* _PROBLEM STATEMENT_
Omit every picture while you reproduce the entries that follow word for word.

[[ TASK MATERIAL, beginning ]]

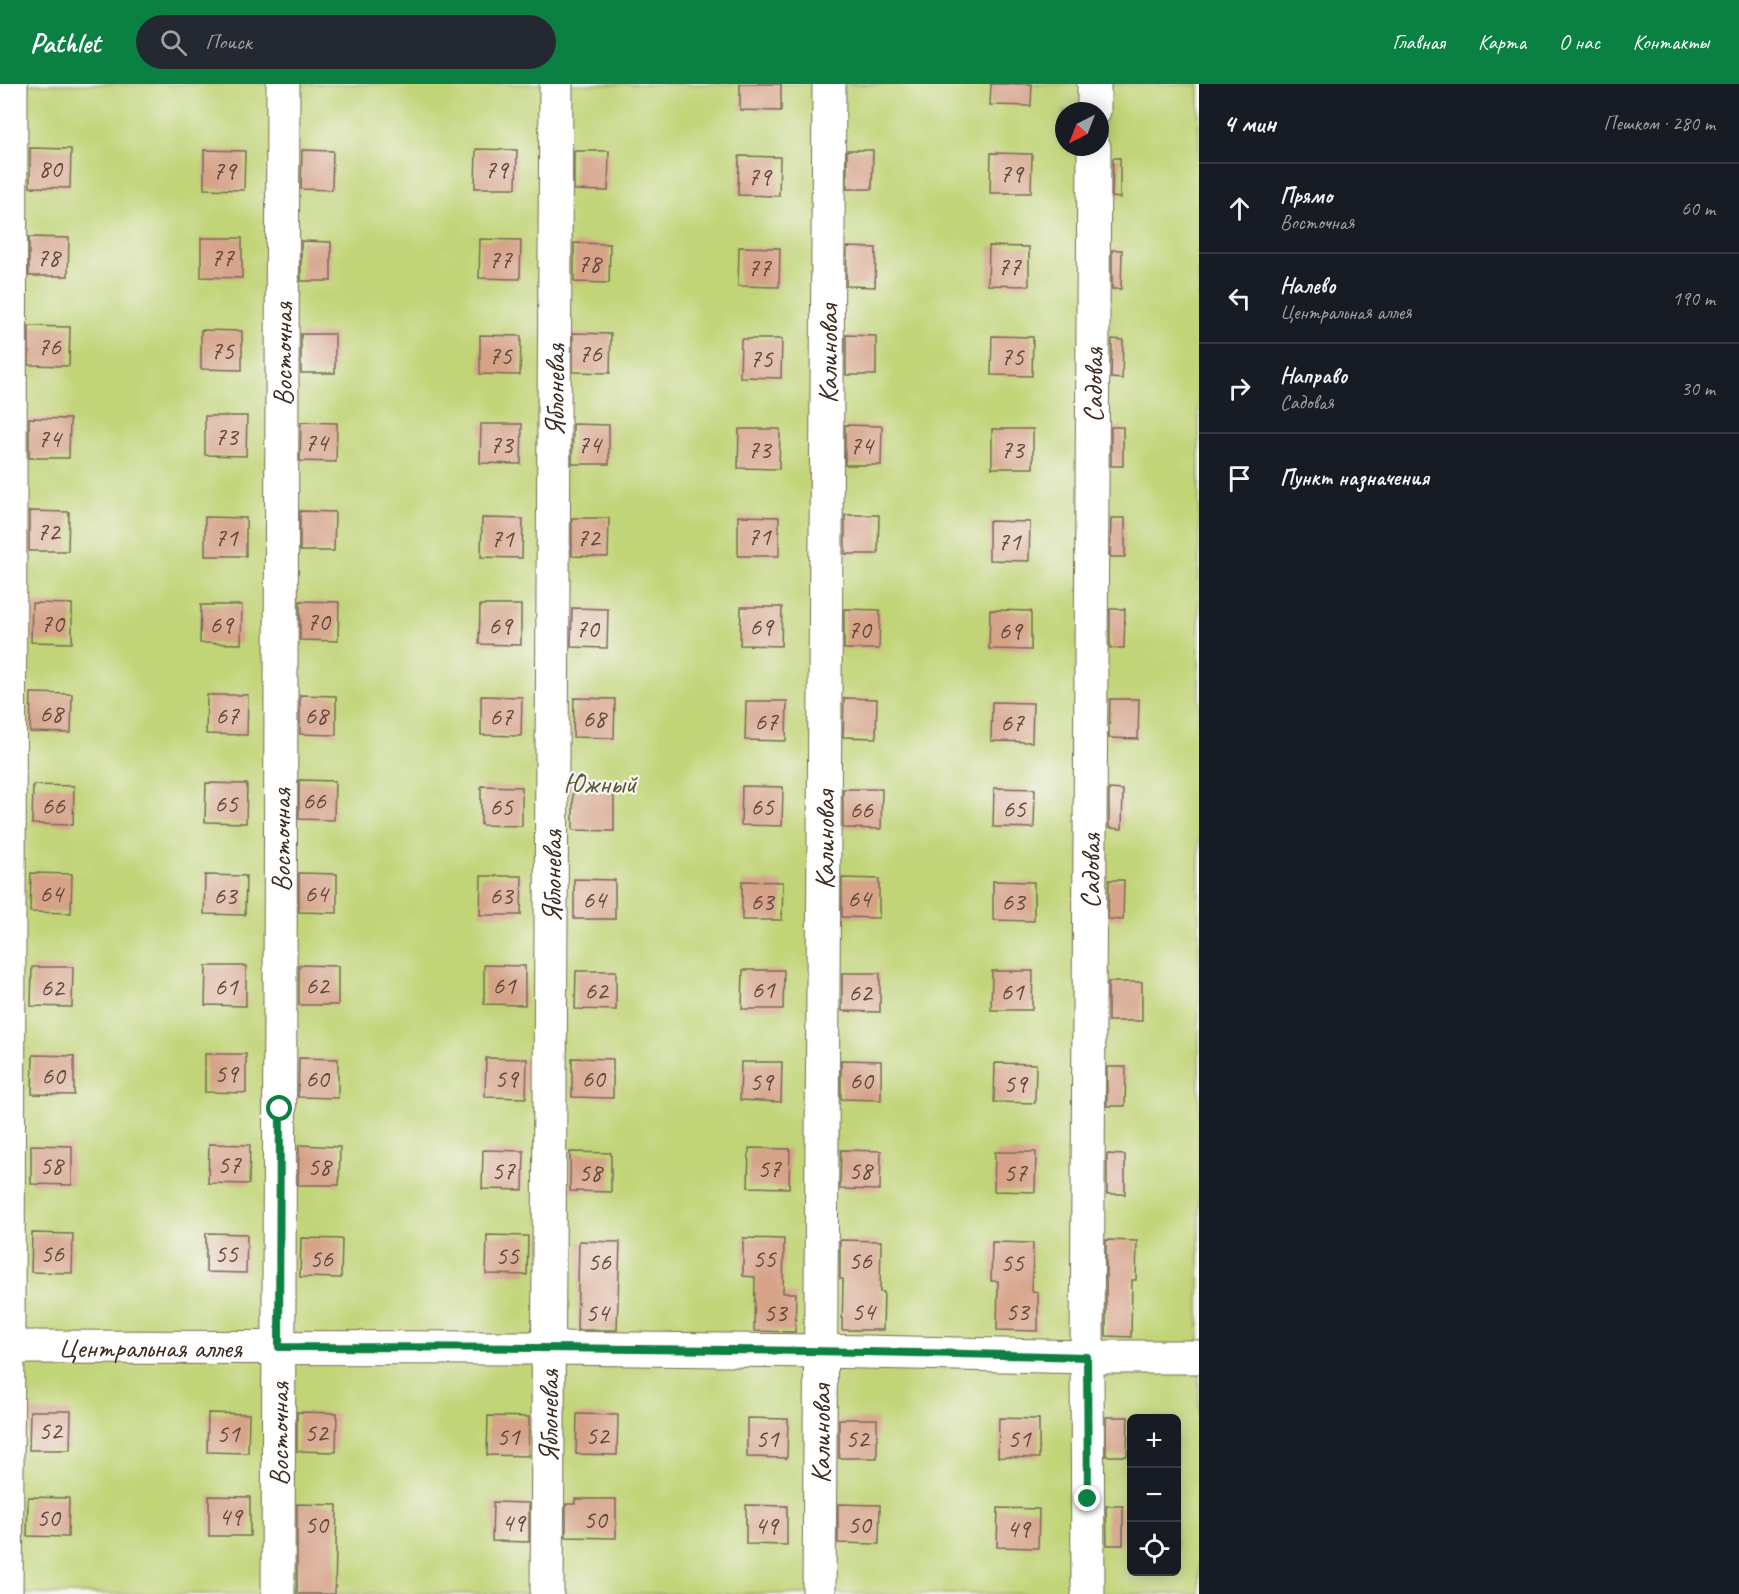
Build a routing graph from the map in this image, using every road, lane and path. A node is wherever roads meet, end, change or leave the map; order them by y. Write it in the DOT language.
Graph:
graph roads {
  1 [pos="11,84"];
  2 [pos="283,84"];
  3 [pos="556,84"];
  4 [pos="829,84"];
  5 [pos="1094,84"];
  6 [pos="1094,102"];
  7 [pos="1094,156"];
  8 [pos="4,1346"];
  9 [pos="279,1347"];
  10 [pos="548,1348"];
  11 [pos="820,1351"];
  12 [pos="1087,1357"];
  13 [pos="1199,1358"];
  14 [pos="6,1594"];
  15 [pos="278,1594"];
  16 [pos="547,1594"];
  17 [pos="819,1594"];
  18 [pos="1088,1594"];
  1 -- 8 [label="street"];
  2 -- 9 [label="street, Восточная"];
  3 -- 10 [label="street, Яблоневая"];
  4 -- 11 [label="street, Калиновая"];
  5 -- 6 [label="street"];
  7 -- 12 [label="street, Садовая"];
  8 -- 9 [label="street, Центральная аллея"];
  8 -- 14 [label="street"];
  9 -- 10 [label="street, Центральная аллея"];
  9 -- 15 [label="street, Восточная"];
  10 -- 11 [label="street, Центральная аллея"];
  10 -- 16 [label="street, Яблоневая"];
  11 -- 12 [label="street, Центральная аллея"];
  11 -- 17 [label="street, Калиновая"];
  12 -- 13 [label="street, Центральная аллея"];
  12 -- 18 [label="street, Садовая"];
}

[[ TASK MATERIAL, end ]]

* _EXERCISE ANSWER_
Build a routing graph from the map in this image, using every road, lane and path. A node is wherever roads meet, end, change or leave the map; order them by y. Write it in the DOT language.
Graph:
graph roads {
  1 [pos="11,84"];
  2 [pos="283,84"];
  3 [pos="556,84"];
  4 [pos="829,84"];
  5 [pos="1094,84"];
  6 [pos="1094,102"];
  7 [pos="1094,156"];
  8 [pos="4,1346"];
  9 [pos="279,1347"];
  10 [pos="548,1348"];
  11 [pos="820,1351"];
  12 [pos="1087,1357"];
  13 [pos="1199,1358"];
  14 [pos="6,1594"];
  15 [pos="278,1594"];
  16 [pos="547,1594"];
  17 [pos="819,1594"];
  18 [pos="1088,1594"];
  1 -- 8 [label="street"];
  2 -- 9 [label="street, Восточная"];
  3 -- 10 [label="street, Яблоневая"];
  4 -- 11 [label="street, Калиновая"];
  5 -- 6 [label="street"];
  7 -- 12 [label="street, Садовая"];
  8 -- 9 [label="street, Центральная аллея"];
  8 -- 14 [label="street"];
  9 -- 10 [label="street, Центральная аллея"];
  9 -- 15 [label="street, Восточная"];
  10 -- 11 [label="street, Центральная аллея"];
  10 -- 16 [label="street, Яблоневая"];
  11 -- 12 [label="street, Центральная аллея"];
  11 -- 17 [label="street, Калиновая"];
  12 -- 13 [label="street, Центральная аллея"];
  12 -- 18 [label="street, Садовая"];
}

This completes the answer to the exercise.